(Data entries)
__________

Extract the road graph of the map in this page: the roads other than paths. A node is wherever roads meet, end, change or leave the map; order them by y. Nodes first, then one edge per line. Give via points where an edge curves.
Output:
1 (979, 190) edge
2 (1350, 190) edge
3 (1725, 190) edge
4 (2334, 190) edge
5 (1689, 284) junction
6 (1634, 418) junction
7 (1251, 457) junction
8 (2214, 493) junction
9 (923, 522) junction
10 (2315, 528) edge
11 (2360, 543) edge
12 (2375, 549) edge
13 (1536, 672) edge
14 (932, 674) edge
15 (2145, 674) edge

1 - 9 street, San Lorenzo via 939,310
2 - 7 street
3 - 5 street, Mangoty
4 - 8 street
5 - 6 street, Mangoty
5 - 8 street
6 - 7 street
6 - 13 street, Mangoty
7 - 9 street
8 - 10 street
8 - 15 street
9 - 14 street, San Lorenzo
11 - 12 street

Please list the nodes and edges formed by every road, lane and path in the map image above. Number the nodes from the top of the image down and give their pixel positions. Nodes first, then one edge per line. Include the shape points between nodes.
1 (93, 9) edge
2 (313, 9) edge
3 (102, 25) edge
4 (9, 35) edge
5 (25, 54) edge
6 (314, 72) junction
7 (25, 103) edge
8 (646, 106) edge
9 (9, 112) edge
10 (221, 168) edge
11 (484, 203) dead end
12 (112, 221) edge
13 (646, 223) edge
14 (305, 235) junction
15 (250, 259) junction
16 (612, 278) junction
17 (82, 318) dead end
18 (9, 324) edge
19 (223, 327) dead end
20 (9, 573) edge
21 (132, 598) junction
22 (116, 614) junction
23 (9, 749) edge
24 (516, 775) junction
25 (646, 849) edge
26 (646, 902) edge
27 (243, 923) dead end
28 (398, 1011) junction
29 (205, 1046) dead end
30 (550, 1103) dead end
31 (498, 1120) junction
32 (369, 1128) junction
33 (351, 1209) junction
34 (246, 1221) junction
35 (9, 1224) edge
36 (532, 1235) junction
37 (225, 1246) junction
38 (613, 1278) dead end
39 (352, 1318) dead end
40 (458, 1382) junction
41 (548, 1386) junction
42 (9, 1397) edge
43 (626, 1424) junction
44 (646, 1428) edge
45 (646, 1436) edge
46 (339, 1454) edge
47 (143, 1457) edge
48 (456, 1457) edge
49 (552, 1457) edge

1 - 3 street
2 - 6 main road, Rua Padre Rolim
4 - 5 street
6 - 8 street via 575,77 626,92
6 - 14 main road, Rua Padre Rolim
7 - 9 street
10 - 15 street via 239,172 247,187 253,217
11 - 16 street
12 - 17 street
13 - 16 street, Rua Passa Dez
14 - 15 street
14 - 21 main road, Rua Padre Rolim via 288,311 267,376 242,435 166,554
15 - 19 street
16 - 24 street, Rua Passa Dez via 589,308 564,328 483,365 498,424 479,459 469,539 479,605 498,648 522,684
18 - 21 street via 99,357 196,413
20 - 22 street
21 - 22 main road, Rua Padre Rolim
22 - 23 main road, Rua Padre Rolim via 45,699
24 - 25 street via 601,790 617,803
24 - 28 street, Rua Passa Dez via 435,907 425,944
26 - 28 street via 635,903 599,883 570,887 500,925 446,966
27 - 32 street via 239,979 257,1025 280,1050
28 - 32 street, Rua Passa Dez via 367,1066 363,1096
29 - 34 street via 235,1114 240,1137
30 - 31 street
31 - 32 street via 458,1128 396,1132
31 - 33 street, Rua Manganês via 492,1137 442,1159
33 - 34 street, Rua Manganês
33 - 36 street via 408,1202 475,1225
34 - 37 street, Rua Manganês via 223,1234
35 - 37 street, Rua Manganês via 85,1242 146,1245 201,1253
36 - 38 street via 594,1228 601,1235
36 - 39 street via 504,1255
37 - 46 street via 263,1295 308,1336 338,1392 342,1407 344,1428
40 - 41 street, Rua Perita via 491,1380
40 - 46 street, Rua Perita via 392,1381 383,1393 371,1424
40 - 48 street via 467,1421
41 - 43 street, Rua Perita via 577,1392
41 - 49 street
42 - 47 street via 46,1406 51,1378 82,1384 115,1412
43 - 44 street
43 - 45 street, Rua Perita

__________

Copy all the entries verbatim.

Response:
Extract the road graph of the map in this page: the roads other than paths. A node is wherever roads meet, end, change or leave the map; order them by y. Nodes first, then one edge per line. Give via points where an edge curves.
Output:
1 (979, 190) edge
2 (1350, 190) edge
3 (1725, 190) edge
4 (2334, 190) edge
5 (1689, 284) junction
6 (1634, 418) junction
7 (1251, 457) junction
8 (2214, 493) junction
9 (923, 522) junction
10 (2315, 528) edge
11 (2360, 543) edge
12 (2375, 549) edge
13 (1536, 672) edge
14 (932, 674) edge
15 (2145, 674) edge

1 - 9 street, San Lorenzo via 939,310
2 - 7 street
3 - 5 street, Mangoty
4 - 8 street
5 - 6 street, Mangoty
5 - 8 street
6 - 7 street
6 - 13 street, Mangoty
7 - 9 street
8 - 10 street
8 - 15 street
9 - 14 street, San Lorenzo
11 - 12 street

Please list the nodes and edges formed by every road, lane and path in the map image above. Number the nodes from the top of the image down and give their pixel positions. Nodes first, then one edge per line. Include the shape points between nodes.
1 (93, 9) edge
2 (313, 9) edge
3 (102, 25) edge
4 (9, 35) edge
5 (25, 54) edge
6 (314, 72) junction
7 (25, 103) edge
8 (646, 106) edge
9 (9, 112) edge
10 (221, 168) edge
11 (484, 203) dead end
12 (112, 221) edge
13 (646, 223) edge
14 (305, 235) junction
15 (250, 259) junction
16 (612, 278) junction
17 (82, 318) dead end
18 (9, 324) edge
19 (223, 327) dead end
20 (9, 573) edge
21 (132, 598) junction
22 (116, 614) junction
23 (9, 749) edge
24 (516, 775) junction
25 (646, 849) edge
26 (646, 902) edge
27 (243, 923) dead end
28 (398, 1011) junction
29 (205, 1046) dead end
30 (550, 1103) dead end
31 (498, 1120) junction
32 (369, 1128) junction
33 (351, 1209) junction
34 (246, 1221) junction
35 (9, 1224) edge
36 (532, 1235) junction
37 (225, 1246) junction
38 (613, 1278) dead end
39 (352, 1318) dead end
40 (458, 1382) junction
41 (548, 1386) junction
42 (9, 1397) edge
43 (626, 1424) junction
44 (646, 1428) edge
45 (646, 1436) edge
46 (339, 1454) edge
47 (143, 1457) edge
48 (456, 1457) edge
49 (552, 1457) edge

1 - 3 street
2 - 6 main road, Rua Padre Rolim
4 - 5 street
6 - 8 street via 575,77 626,92
6 - 14 main road, Rua Padre Rolim
7 - 9 street
10 - 15 street via 239,172 247,187 253,217
11 - 16 street
12 - 17 street
13 - 16 street, Rua Passa Dez
14 - 15 street
14 - 21 main road, Rua Padre Rolim via 288,311 267,376 242,435 166,554
15 - 19 street
16 - 24 street, Rua Passa Dez via 589,308 564,328 483,365 498,424 479,459 469,539 479,605 498,648 522,684
18 - 21 street via 99,357 196,413
20 - 22 street
21 - 22 main road, Rua Padre Rolim
22 - 23 main road, Rua Padre Rolim via 45,699
24 - 25 street via 601,790 617,803
24 - 28 street, Rua Passa Dez via 435,907 425,944
26 - 28 street via 635,903 599,883 570,887 500,925 446,966
27 - 32 street via 239,979 257,1025 280,1050
28 - 32 street, Rua Passa Dez via 367,1066 363,1096
29 - 34 street via 235,1114 240,1137
30 - 31 street
31 - 32 street via 458,1128 396,1132
31 - 33 street, Rua Manganês via 492,1137 442,1159
33 - 34 street, Rua Manganês
33 - 36 street via 408,1202 475,1225
34 - 37 street, Rua Manganês via 223,1234
35 - 37 street, Rua Manganês via 85,1242 146,1245 201,1253
36 - 38 street via 594,1228 601,1235
36 - 39 street via 504,1255
37 - 46 street via 263,1295 308,1336 338,1392 342,1407 344,1428
40 - 41 street, Rua Perita via 491,1380
40 - 46 street, Rua Perita via 392,1381 383,1393 371,1424
40 - 48 street via 467,1421
41 - 43 street, Rua Perita via 577,1392
41 - 49 street
42 - 47 street via 46,1406 51,1378 82,1384 115,1412
43 - 44 street
43 - 45 street, Rua Perita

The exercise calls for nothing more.